Friday, 12 August 2011

Zamanizm'e doğru

"O halde, başlangıçta ne vardı?"
Düşünebilen her canlının en az bir defa soracağı bu soru, geçen hafta, tatil dönüşünü 9 saatlik araba yolculuğu ile gerçekleştiren bir grubun, felsefeden psikolojiye, biyolojiden fiziğe varan sohbetinin inişli çıkışlı evrelerinden birinde, aceleci bir ağızdan heyecanlı bir ses tonuyla arabanın boşluğuna doğru dökülüverdi: "O halde, başlangıçta ne vardı?" Sohbeti yeni bir viraja sokan bu soru, o gün orada, bilimin açıklayabildiği ve elbette bizim bilimi yorumlayabildiğimiz kadarıyla tartışıldı, ve evrendeki yerimize karşılık kendi varlığımızın anlamsızlığı noktasında yoğunlaşarak, huşu içerisinde susulması ile son buldu.

Dün akşam, yapmaktan hiç de hazzetmediğim bulaşık işlerine giriştiğim sırada, kafamda, o günkü tartışmanın izleri ve daha birçok düşünce vardı. Durulama safhasına geçmek üzereyken, sessizce konuştum köpüklere doğru: "Başlangıca, yokluğa gidiyorsunuz."

Gündelik sohbetlerde, konusu açıldığında, dördüncü boyutu açıklamak için hep şu örneği veririm: Bir solucan düşünün, zaman zaman düşey eğimleri olan iki paralel plaka arasında, kendi yüksekliğine hapsedilmiş şekilde yol alıyor.

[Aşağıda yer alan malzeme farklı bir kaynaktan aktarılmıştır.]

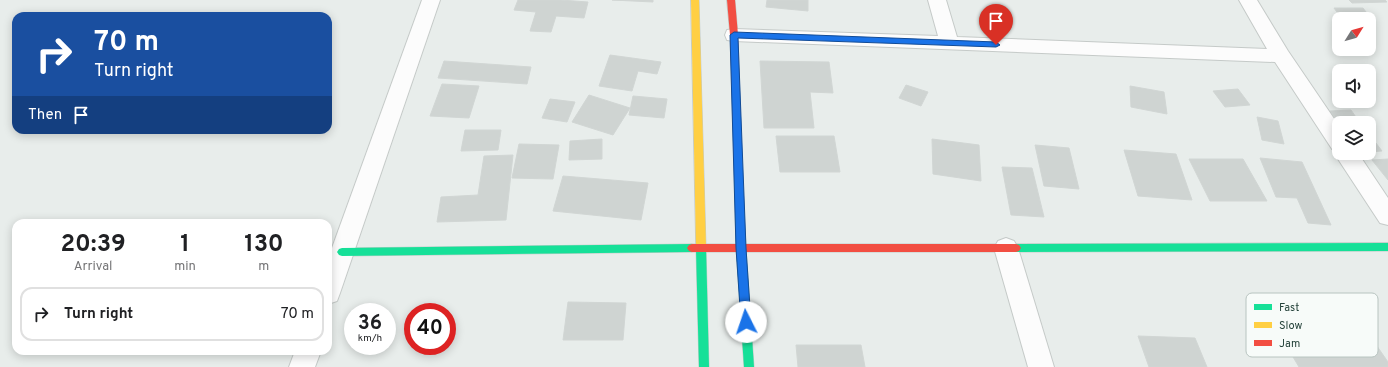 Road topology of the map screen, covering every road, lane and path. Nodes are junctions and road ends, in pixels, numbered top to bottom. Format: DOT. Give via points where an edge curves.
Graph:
graph roads {
  1 [pos="431,0"];
  2 [pos="695,0"];
  3 [pos="731,0"];
  4 [pos="937,0"];
  5 [pos="1248,0"];
  6 [pos="734,35"];
  7 [pos="949,43"];
  8 [pos="1281,56"];
  9 [pos="1332,132"];
  10 [pos="1351,160"];
  11 [pos="1388,216"];
  12 [pos="1388,247"];
  13 [pos="701,248"];
  14 [pos="741,248"];
  15 [pos="1006,248"];
  16 [pos="342,252"];
  17 [pos="332,281"];
  18 [pos="306,355"];
  19 [pos="302,367"];
  20 [pos="704,367"];
  21 [pos="750,367"];
  22 [pos="1041,367"];
  1 -- 16 [label="street"];
  2 -- 13 [label="street"];
  3 -- 6 [label="street"];
  4 -- 7 [label="street"];
  5 -- 8 [label="street"];
  6 -- 7 [label="street"];
  6 -- 14 [label="street"];
  7 -- 8 [label="street"];
  8 -- 9 [label="street"];
  10 -- 11 [label="street"];
  12 -- 15 [label="street"];
  13 -- 14 [label="street"];
  13 -- 16 [label="street"];
  13 -- 20 [label="street"];
  14 -- 15 [label="street"];
  14 -- 21 [label="street"];
  15 -- 22 [label="street"];
  16 -- 17 [label="street"];
  18 -- 19 [label="street"];
} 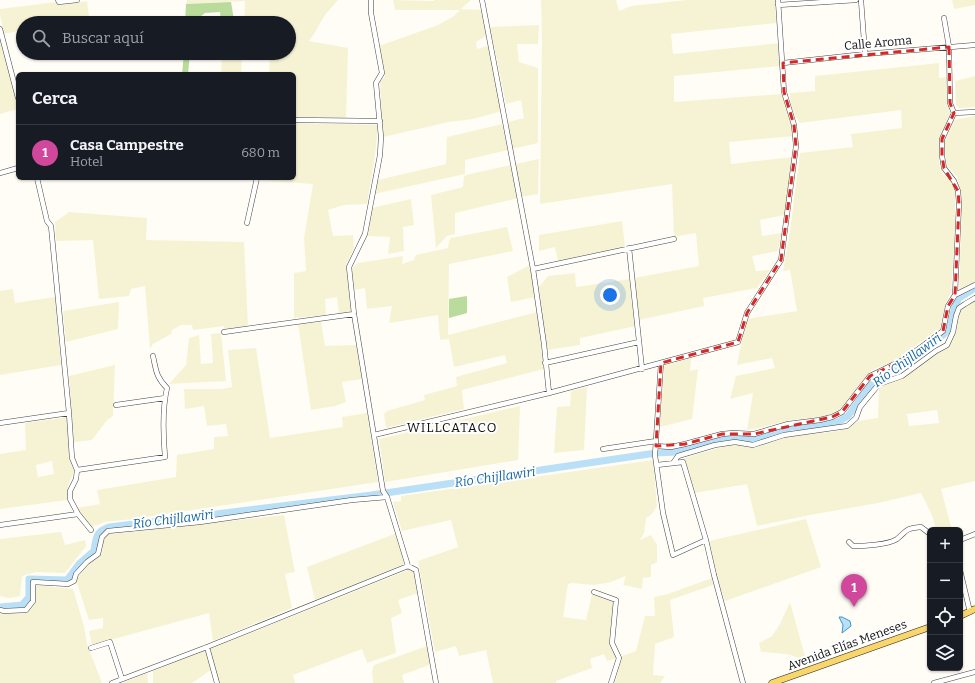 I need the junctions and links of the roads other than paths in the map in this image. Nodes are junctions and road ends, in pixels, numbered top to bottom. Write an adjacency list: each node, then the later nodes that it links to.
1 (58, 0): 2 (street)
2 (77, 0)
3 (371, 0): 18 (street)
4 (482, 0): 26 (street)
5 (856, 0): 7 (street)
6 (861, 0): 12 (street)
7 (778, 3): 13 (street)
8 (944, 18): 11 (street)
9 (0, 29): 14 (street)
10 (975, 45): 11 (street, Calle Aroma)
11 (949, 47): 12 (street, Calle Aroma); 16 (street)
12 (865, 54): 13 (street, Calle Aroma)
13 (783, 63): 35 (street)
14 (16, 90)
15 (975, 112): 16 (street)
16 (954, 113): 28 (street)
17 (296, 120): 18 (street)
18 (380, 121): 30 (street)
19 (16, 169): 20 (street)
20 (0, 173)
21 (37, 180): 40 (street)
22 (257, 180): 23 (street)
23 (248, 223)
24 (674, 239): 25 (street)
25 (629, 248): 26 (street); 32 (street)
26 (533, 269): 34 (street)
27 (975, 285): 28 (street)
28 (955, 295): 43 (street)
29 (975, 298): 45 (street)
30 (354, 314): 31 (street); 42 (street)
31 (224, 332)
32 (639, 342): 34 (street); 36 (street)
33 (153, 356): 38 (street)
34 (546, 363): 37 (street)
35 (661, 363): 36 (street); 43 (street)
36 (642, 369): 37 (street)
37 (549, 393): 42 (street)
38 (165, 398): 39 (street); 47 (street)
39 (116, 406)
40 (69, 413): 41 (street); 47 (street)
41 (0, 424)
42 (374, 435): 48 (street)
43 (656, 445): 44 (street); 46 (street)
44 (603, 449)
45 (673, 463): 46 (street); 55 (street)
46 (657, 465): 55 (street)
47 (77, 470): 49 (street)
48 (386, 497): 57 (street); 60 (street)
49 (78, 514): 50 (street); 51 (street)
50 (0, 525)
51 (91, 530)
52 (927, 532): 56 (street)
53 (975, 534): 54 (street)
54 (963, 539)
55 (706, 540): 72 (street)
56 (849, 542)
57 (408, 566): 64 (street); 70 (street)
58 (963, 579): 61 (street)
59 (594, 592): 71 (street)
60 (0, 610)
61 (973, 611): 62 (main road)
62 (963, 615)
63 (927, 628): 73 (main road, Avenida Elías Meneses)
64 (207, 647): 67 (street); 69 (street)
65 (91, 648): 67 (street)
66 (975, 672): 74 (street)
67 (122, 679): 68 (street)
68 (112, 683)
69 (217, 683)
70 (436, 683)
71 (611, 683)
72 (743, 683)
73 (772, 683)
74 (934, 683) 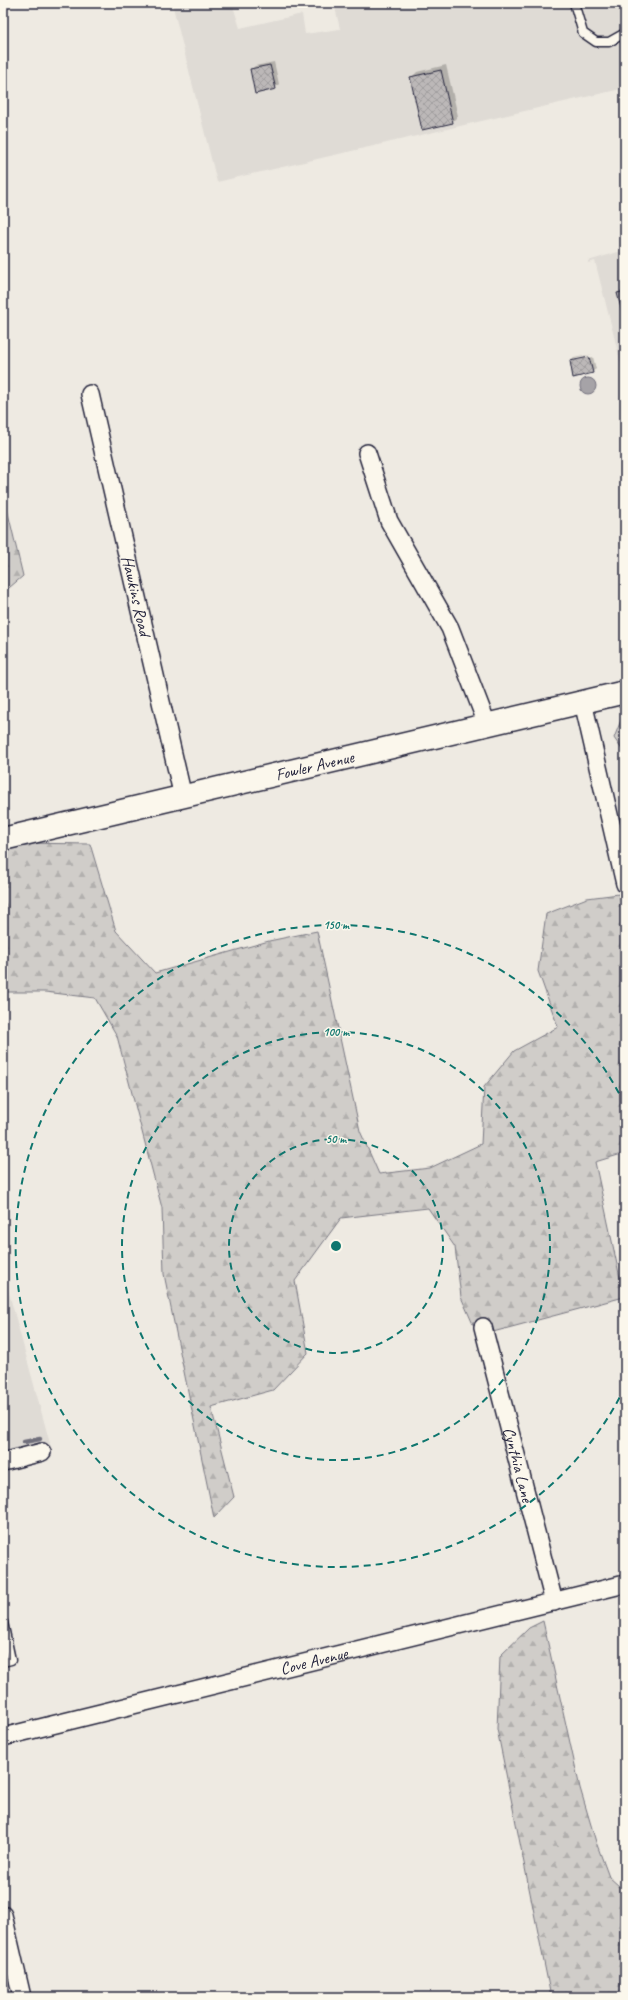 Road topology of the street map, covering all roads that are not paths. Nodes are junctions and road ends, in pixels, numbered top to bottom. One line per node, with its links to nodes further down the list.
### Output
1 (574, 3): 2 (lane)
2 (625, 33)
3 (90, 394): 8 (street, Hawkins Road)
4 (367, 453): 7 (street)
5 (625, 692): 6 (street, Fowler Avenue)
6 (583, 702): 7 (street, Fowler Avenue); 10 (street)
7 (487, 724): 8 (street, Fowler Avenue)
8 (183, 797): 9 (street, Fowler Avenue)
9 (3, 839)
10 (625, 884)
11 (483, 1327): 15 (street, Cynthia Lane)
12 (42, 1452): 13 (street)
13 (3, 1462)
14 (625, 1584): 15 (street, Cove Avenue)
15 (554, 1602): 18 (street, Cove Avenue)
16 (3, 1622): 17 (lane)
17 (3, 1662)
18 (3, 1737)
19 (3, 1915): 20 (street)
20 (22, 1997)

Solucan düşünebilen bir canlı olsaydı, eğimli yola girdiğinde, aşağı doğru daha iyi hareket ettiğini, buna karşılık yukarı tırmanışta zorlandığını fark edecek, ancak buna bir anlam veremeyecekti. Solucanın üçüncü boyutu hissettiği halde onu çözümleyememesi, dördüncü boyut olan zamana yaklaşımımızla aşağı yukarı aynıdır; onu hissederiz, ancak nasıl işlediği konusunu açıklayamayız.